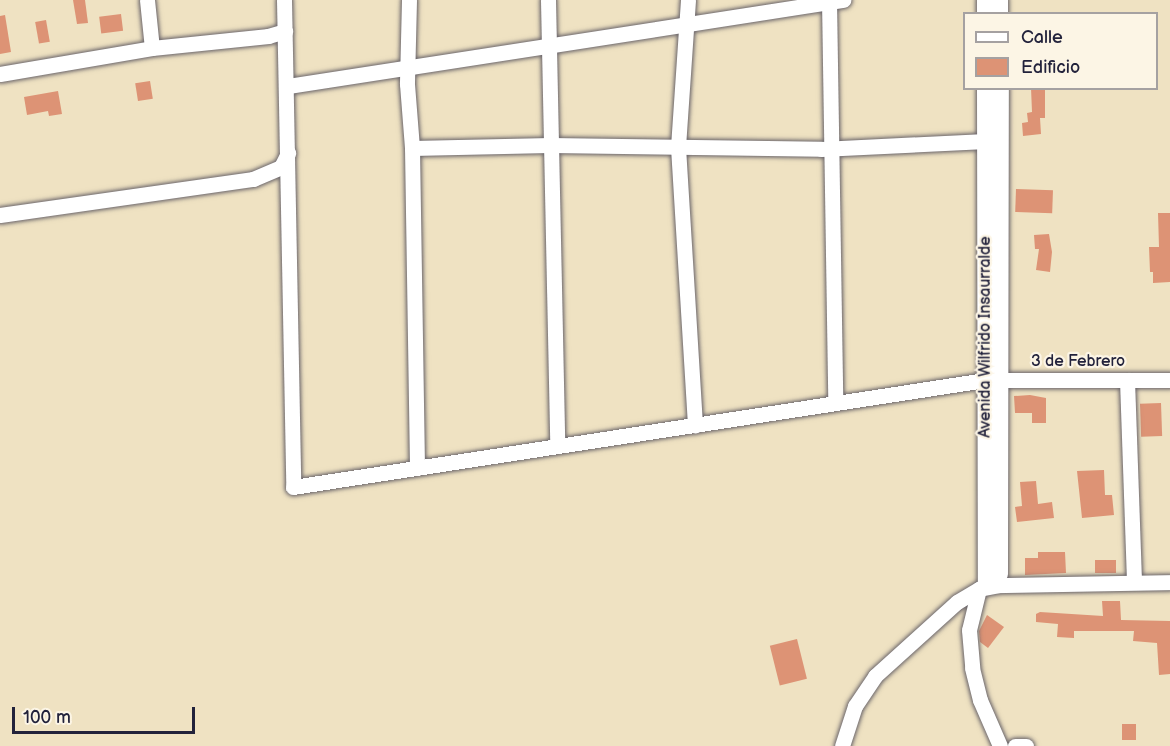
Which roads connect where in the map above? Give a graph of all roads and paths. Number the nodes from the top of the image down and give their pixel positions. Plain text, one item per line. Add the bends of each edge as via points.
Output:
1 (147, 0) edge
2 (284, 0) edge
3 (409, 0) edge
4 (548, 0) edge
5 (688, 0) edge
6 (834, 1) edge
7 (688, 25) junction
8 (285, 31) junction
9 (549, 46) junction
10 (152, 48) junction
11 (408, 68) junction
12 (0, 74) edge
13 (288, 86) junction
14 (986, 90) edge
15 (1000, 90) edge
16 (986, 141) junction
17 (550, 145) junction
18 (678, 147) junction
19 (412, 148) junction
20 (831, 149) junction
21 (288, 153) junction
22 (0, 215) edge
23 (993, 380) junction
24 (1127, 380) junction
25 (1170, 380) edge
26 (835, 403) junction
27 (695, 425) junction
28 (557, 446) junction
29 (417, 468) junction
30 (1134, 582) junction
31 (1170, 582) edge
32 (988, 586) junction
33 (842, 746) edge
34 (1000, 746) edge
35 (1015, 746) edge
36 (1026, 746) edge

1 - 10 street
2 - 8 street
3 - 11 street
4 - 9 street
5 - 7 street
6 - 7 street
6 - 20 street
7 - 9 street
7 - 18 street
8 - 10 street
8 - 13 street
9 - 11 street
9 - 17 street
10 - 12 street
11 - 13 street
11 - 19 street
13 - 21 street
14 - 16 street, Avenida Wilfrido Insaurralde
15 - 23 street, Avenida Wilfrido Insaurralde
16 - 20 street
16 - 23 street, Avenida Wilfrido Insaurralde
17 - 18 street
17 - 19 street
17 - 28 street
18 - 20 street
18 - 27 street
19 - 29 street
20 - 26 street
21 - 22 street via 280,167 253,179
21 - 29 street, 3 de Febrero via 293,487
23 - 24 street, 3 de Febrero
23 - 26 street, 3 de Febrero
23 - 32 street, Avenida Wilfrido Insaurralde
24 - 25 street, 3 de Febrero
24 - 30 street
26 - 27 street, 3 de Febrero
27 - 28 street, 3 de Febrero
28 - 29 street, 3 de Febrero
30 - 31 street
30 - 32 street
32 - 33 street via 957,602 875,676 855,706
32 - 34 street via 969,630 980,700
35 - 36 street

• _Problem statement_
Determine how many lines in the records include the string "Wilfrido". Only that number should be given.

• _Problem solution_
4